What Twitter Says to Linguists

For researchers studying the use of language in today's networked world, social media is an invaluable tool

Fred Tanneau / AFP / Getty Images

There's more in a tweet than 140 characters. Among the 500 million messages sent each day on Twitter, there's a tsunami of slang terms and textspeak. There are hashtags, emoticons and links. Many tweets contain geotags that identify where on earth a person stood when pressing send. That may sound like just a lot of noise, but for linguists making ever more sophisticated use of it all, Twitter is providing the most enormous stream of data they have ever had at their disposal.
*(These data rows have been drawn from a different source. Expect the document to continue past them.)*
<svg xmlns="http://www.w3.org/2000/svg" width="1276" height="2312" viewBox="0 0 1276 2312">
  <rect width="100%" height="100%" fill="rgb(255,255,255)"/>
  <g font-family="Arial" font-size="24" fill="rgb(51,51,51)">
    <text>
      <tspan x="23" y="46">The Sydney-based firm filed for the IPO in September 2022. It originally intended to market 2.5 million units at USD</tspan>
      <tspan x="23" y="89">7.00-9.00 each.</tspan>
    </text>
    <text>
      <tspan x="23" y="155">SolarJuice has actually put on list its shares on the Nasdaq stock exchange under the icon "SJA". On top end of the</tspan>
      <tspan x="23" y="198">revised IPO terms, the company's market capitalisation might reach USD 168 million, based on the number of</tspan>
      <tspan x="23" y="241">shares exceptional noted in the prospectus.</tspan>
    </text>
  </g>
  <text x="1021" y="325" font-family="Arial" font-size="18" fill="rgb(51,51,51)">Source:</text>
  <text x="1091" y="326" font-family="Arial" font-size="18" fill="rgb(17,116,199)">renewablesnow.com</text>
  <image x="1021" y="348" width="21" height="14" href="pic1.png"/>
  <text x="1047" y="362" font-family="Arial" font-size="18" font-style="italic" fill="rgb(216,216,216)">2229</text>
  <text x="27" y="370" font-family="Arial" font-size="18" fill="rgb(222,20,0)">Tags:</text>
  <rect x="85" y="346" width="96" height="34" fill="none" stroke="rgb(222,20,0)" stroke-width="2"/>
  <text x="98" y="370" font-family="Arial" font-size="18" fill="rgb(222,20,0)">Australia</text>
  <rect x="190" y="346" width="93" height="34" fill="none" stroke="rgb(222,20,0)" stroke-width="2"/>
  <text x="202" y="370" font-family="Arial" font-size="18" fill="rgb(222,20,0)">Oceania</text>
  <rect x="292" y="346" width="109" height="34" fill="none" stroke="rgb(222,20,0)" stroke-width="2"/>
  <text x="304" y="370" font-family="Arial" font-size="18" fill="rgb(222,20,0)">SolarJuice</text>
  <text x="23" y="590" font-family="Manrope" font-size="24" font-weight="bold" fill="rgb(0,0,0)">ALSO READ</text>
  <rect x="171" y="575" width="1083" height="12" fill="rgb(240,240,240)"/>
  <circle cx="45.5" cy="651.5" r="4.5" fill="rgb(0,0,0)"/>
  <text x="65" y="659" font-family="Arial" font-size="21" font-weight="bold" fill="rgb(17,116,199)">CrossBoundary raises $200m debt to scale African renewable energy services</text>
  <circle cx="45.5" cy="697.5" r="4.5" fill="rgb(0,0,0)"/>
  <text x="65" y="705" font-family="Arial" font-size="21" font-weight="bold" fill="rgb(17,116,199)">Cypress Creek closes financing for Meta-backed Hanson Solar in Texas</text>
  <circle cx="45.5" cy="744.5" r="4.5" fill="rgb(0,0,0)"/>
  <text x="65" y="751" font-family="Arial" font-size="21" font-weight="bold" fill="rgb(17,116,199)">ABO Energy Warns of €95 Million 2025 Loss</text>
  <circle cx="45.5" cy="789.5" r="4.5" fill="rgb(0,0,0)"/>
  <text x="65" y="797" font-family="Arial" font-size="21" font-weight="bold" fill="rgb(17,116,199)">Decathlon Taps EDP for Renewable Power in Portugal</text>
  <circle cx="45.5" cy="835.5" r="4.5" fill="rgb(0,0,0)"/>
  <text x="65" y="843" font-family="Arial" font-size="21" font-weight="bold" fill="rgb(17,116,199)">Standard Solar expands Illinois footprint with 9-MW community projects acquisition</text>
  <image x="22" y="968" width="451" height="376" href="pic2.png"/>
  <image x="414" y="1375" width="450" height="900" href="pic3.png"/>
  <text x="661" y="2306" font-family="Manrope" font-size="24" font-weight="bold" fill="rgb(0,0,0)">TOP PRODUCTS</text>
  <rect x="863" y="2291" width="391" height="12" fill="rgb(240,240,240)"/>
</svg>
Gone are the days when a language researcher had to interview subjects in a lab or go door to door in the hope of gaining a few insights about a limited sample of people. Academics in the U.S. and Europe are using the seven-year-old microblogging platform to put millions of examples under the microscope in an instant. "It's unprecedented," says sociolinguist Ben Zimmer, "the sheer amount of text you can look at at one time, and the number of people you can analyze at once." Hidden in tweets are insights about how we portray our identity in a few short sentences. There are clues to long-standing mysteries, like how slang spreads. And there is a new form of communication to study. If language is the archive of history, as Ralph Waldo Emerson once said, social media should get its own shelf.